De la Passion de presque tous les Peuples pour la Poësie Dramatique.

Quoique toute Poësie soit une imitation, nous donnons particuliérement le nom d’Imitative à la Dramatique, parce que le Poëte cessant de nous parler ou de raconter, disparoît & met à sa place des Personnages qui parlent & qui agissent. Cette Poësie a dû naître naturellement de la réunion des deux plus anciennes especes de Poësie, la Lyrique & l’Epique.

Les Poëtes chez tous les Peuples chanterent d’abord la Divinité & les Héros : ils écrivirent ensuite en Vers le récit des exploits des Héros. Ils durent bientôt penser que puisque le récit d’une Action éclatante étoit agréable, la Représentation de cette Action, mise en Dialogues, & exécutée par des Personnages, seroit bien plus agréable qu’un récit, & qu’en y ajoutant des chants placés à propos, ils attireroient les hommes à un spectacle où les charmes de la Poësie Lyrique & de l’Imitative seroient réunis.

Nous ne sommes pas étonnés de voir naître ce spectacle dans la Grece, le Pays des Muses, puisqu’il a dû naître aussi chez tous les Peuples qui ont des Poëtes : & quels Peuples n’en ont point eu ?

En effet, on le trouva établi chez les anciens Habitans du Perou1. Dans les Fêtes solemnelles on représentoit devant les Rois & les Seigneurs de la Cour des Tragédies & des Comédies, dont les intermedes contenoient des choses graves & sententieuses. Ces Spectacles ne se donnoient point au Peuple pour de l’argent, mais étoient exécutés devant la Cour par des Acteurs qui étoient tous d’une naissance distinguée. Les Sujets de leurs Tragédies étoient les exploits militaires des Rois & des Grands hommes : les Sujets des Comédies étoient des Actions de la vie privée. Les Missionnaires trouvant dans cette Nation cet amour pour les Spectacles, y firent exécuter des Piéces sur nos Mysteres, c’est-à-dire, des Autos Sacramentales dans le goût Espagnol. Les jeunes Indiens les exécutoient avec tant de grace & de modestie, & chantoient les Hymnes, dit le même Historien, avec tant de mélodie, que ces Représentations faisoient pleurer de joye les Espagnols.

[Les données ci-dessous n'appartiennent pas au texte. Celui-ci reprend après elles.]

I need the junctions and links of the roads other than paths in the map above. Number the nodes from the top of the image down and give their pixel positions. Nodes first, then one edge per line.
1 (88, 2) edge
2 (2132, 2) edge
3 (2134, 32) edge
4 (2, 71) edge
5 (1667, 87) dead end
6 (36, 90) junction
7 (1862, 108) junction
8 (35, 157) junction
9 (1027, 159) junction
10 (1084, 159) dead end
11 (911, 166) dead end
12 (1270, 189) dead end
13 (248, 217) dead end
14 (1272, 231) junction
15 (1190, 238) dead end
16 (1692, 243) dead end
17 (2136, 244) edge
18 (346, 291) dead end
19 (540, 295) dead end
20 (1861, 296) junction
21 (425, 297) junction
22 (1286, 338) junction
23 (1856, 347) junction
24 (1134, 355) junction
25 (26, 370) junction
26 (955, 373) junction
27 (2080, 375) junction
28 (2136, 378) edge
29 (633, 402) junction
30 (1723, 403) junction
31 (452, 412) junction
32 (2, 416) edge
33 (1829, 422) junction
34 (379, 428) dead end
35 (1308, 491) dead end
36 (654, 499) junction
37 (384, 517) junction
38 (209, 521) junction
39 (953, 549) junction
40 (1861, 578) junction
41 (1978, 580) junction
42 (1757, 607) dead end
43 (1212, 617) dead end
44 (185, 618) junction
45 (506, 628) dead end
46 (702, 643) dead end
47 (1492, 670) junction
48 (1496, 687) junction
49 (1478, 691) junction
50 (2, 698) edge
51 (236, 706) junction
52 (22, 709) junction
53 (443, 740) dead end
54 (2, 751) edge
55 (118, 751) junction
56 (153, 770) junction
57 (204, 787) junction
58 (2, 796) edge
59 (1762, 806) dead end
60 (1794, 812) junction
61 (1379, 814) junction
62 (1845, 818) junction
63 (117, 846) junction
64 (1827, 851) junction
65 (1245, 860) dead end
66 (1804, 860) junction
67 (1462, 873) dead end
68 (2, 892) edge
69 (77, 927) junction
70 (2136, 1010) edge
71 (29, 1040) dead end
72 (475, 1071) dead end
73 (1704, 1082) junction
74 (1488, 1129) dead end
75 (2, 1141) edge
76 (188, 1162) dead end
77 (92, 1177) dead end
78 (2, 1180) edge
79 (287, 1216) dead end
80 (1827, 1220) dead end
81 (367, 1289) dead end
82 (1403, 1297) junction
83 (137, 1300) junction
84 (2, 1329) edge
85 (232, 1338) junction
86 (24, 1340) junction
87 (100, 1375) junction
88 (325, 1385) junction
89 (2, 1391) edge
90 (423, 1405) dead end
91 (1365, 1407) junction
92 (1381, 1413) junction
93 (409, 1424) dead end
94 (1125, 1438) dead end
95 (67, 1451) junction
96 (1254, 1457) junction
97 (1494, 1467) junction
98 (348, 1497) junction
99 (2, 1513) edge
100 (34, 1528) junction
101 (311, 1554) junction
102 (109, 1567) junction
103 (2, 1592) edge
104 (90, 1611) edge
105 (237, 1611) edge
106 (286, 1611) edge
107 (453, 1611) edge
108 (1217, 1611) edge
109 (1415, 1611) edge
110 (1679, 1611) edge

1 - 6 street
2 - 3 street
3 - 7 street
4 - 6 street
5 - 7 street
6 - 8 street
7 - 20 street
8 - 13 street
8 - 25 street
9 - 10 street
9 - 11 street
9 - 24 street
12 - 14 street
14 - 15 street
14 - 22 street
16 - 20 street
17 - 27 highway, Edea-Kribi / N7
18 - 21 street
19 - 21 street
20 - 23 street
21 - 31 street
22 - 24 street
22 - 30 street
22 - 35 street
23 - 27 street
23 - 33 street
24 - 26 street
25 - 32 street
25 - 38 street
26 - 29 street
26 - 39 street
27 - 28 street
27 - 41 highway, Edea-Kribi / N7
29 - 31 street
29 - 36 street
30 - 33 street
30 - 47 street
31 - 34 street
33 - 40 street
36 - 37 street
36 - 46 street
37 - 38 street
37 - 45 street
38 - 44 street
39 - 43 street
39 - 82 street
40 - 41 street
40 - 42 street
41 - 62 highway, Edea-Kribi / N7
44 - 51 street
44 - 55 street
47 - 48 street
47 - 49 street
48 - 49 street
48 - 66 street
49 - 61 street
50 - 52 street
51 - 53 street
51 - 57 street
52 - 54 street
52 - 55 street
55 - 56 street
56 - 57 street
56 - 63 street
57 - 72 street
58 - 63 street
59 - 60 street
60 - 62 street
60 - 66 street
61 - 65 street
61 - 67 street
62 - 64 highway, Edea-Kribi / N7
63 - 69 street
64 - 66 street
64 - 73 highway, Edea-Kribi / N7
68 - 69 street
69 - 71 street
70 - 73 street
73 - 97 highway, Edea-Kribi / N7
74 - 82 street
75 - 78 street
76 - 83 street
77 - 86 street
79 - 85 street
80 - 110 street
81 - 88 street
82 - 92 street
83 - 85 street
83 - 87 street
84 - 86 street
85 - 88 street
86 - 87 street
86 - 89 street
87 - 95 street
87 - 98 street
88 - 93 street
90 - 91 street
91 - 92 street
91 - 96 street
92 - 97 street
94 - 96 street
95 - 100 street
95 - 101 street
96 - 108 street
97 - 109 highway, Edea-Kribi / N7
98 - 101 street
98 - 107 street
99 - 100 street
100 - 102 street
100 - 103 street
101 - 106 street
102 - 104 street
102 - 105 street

Il seroit à souhaiter que l’Ynca, Historien de son Pays, nous eût donné une Traduction d’une des Tragédies de sa Nation. Nous verrions comment le bon sens conduisoit, sans la connoissance des regles de l’Art, leurs Poëtes ; & nous trouverions, selon les apparences, une Piéce plus raisonnable que ne l’ont été toutes celles qui parurent autrefois dans l’Europe, chez les Espagnols, les Italiens, les Anglois, & parmi nous.

Nous voyons que ces Indiens savoient distinguer, (ce que nous avons longtems ignoré) le Genre noble & sérieux, du Genre bas & bouffon ; ils ne faisoient point un mélange monstrueux de la Tragédie & de la Comédie : enfin nous voyons dans ce Pays si éloigné du commerce des Muses, un Spectacle qui ressemble à celui des Grecs. Une Tragédie qui est l’imitation d’une Action grande, est exécutée les jours de Fêtes, par des Acteurs d’une condition estimable, qu’un vil intérêt n’engage point à divertir le Peuple. L’Action qu’ils représentent, est mêlée d’intermedes, & de chants qui contiennent des Sentences.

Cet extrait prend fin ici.